Last Week on My Mac: Apple quietly pre-announces major change in macOS 10.14.4

Apple so seldom pre-announces major changes in macOS, except at its annual WWDC which is still over three months away. But for once, it has officially informed us of a major change which is coming in macOS Mojave 10.14.4, probably due in around a month’s time, at the end of March.

This isn’t something that users will notice immediately, but is the culmination of nearly a decade of heavy investment and the efforts of many of the finest software engineers: Swift 5.0. Before you abandon reading this thinking it’s relevant to those writing apps, not those using them, please bear with me: this will change your Mac, because it marks the moment that Swift becomes part of macOS.

Peek inside any app written in Swift – such as one of my recent free apps from Downloads above – and you’ll see a folder called Frameworks, which accounts for much of the size of the app, typically over 11 MB. It contains a load of dylibs, providing the glue between the app and macOS. Currently, no app written in Swift can run without this support, and it has to be duplicated in every single Swift app which you have on your Mac, even those which are still mostly written in Objective-C.

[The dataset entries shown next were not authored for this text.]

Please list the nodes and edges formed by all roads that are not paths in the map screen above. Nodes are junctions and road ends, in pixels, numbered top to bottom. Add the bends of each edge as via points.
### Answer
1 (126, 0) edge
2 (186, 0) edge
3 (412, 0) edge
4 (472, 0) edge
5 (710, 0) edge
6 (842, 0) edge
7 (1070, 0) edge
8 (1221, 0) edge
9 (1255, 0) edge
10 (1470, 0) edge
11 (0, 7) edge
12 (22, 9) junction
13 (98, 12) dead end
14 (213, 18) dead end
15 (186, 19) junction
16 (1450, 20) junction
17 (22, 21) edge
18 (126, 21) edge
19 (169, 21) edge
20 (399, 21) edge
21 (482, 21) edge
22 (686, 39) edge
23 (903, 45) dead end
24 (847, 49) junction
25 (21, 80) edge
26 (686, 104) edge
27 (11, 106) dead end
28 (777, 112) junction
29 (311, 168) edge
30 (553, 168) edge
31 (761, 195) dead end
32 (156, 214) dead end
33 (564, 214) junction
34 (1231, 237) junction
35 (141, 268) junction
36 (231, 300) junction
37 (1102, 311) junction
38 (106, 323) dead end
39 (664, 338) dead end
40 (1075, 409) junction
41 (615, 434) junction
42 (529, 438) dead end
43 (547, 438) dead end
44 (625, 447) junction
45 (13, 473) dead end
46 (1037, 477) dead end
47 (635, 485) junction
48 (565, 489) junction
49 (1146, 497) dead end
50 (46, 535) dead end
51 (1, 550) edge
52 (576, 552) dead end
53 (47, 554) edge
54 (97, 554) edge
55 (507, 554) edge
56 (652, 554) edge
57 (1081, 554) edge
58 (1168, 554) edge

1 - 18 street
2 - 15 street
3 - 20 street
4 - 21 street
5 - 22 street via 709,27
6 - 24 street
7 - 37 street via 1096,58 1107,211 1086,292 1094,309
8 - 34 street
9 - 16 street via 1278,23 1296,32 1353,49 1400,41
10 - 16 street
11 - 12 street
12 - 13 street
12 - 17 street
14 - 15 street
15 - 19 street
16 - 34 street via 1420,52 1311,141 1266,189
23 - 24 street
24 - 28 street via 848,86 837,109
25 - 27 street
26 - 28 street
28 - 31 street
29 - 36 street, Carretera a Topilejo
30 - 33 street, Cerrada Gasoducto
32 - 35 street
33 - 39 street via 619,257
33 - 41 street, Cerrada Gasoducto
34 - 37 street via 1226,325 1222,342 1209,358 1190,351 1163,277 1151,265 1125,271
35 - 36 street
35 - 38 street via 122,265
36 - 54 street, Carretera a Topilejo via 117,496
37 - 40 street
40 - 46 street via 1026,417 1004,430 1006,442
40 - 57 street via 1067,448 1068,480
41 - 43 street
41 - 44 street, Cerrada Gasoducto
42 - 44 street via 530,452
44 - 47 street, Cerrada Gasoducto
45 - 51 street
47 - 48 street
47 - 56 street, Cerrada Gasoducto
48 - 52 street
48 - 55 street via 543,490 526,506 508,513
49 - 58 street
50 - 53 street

With the release of macOS 10.14.4, and Xcode 10.2, apps written in Swift 5.0 won’t need those frameworks (except for compatibility when running on older macOS), as the ‘glue’ will be part of macOS, delivered with each new system update.

This is because, until now, Swift has been changing so rapidly that each version required slightly different ‘glue’. The interface between its compiled apps and macOS, known as the Application Binary Interface, or ABI, has had to change as the language and its features have changed. Swift 5.0 introduces a stable ABI, across macOS, iOS, watchOS and tvOS, so that an app built for one version of Swift will be able to work with libraries, particularly those provided by the operating system, built with another version.

In macOS 10.14.4, its iOS and other siblings, Swift support becomes an integral part of all Apple’s operating systems, not something which has to be provided in every app using Swift, and system libraries (frameworks) can be built in Swift and remain compatible too.

This doesn’t mean that only apps developed in Swift will run on the Mac. Its original primary development language, Objective-C, remains very popular among many of the best developers, and there’s no reason that should change. Apple still has projects like FoundationDB, which forms the backbone of CloudKit, which don’t have Swift support yet. But those who are switching to code in Swift should be able to bring you increasing benefits from that choice.

Neither does Swift eliminate bugs, sadly. There is, though, a very real prospect that Apple might find its way to rewriting some of the creaky old frameworks and sub-systems on which macOS relies – which provide support for important features like keychains. With those revisions, tighter integration with apps written in Swift is almost inevitable.

You should also expect Swift 5.0 apps running on 10.14.4 and later to launch faster, deliver you better performance, and use less memory than they have in the past.

Apple has long preferred to have its own development language. Back in the days of Classic Mac OS, it was Object Pascal. After a brief affair with C++, when Mac OS X came along, many were surprised that it brought with it Objective-C from NeXT, a language developed in the early 1980s. Neither platform-specific as Object Pascal was, nor popular across a wide range of platforms, it has been little-used outside NeXT and Apple.

Swift’s huge market advantage has been its popularity on iOS. Originally a proprietary in-house project, Apple opened its source at the end of 2015, and it now has a significant following on Linux as well. It does have language features which make it less prone to some of the notorious errors to which code written in C-family languages are vulnerable.

In releasing Swift 5.0 at this stage of the Mojave cycle, Apple is preparing the way for 10.15. Don’t be surprised if that brings further changes built on this important foundation, such as new and re-written frameworks and libraries, on both macOS and iOS. Those could be very important for what’s coming this autumn/fall.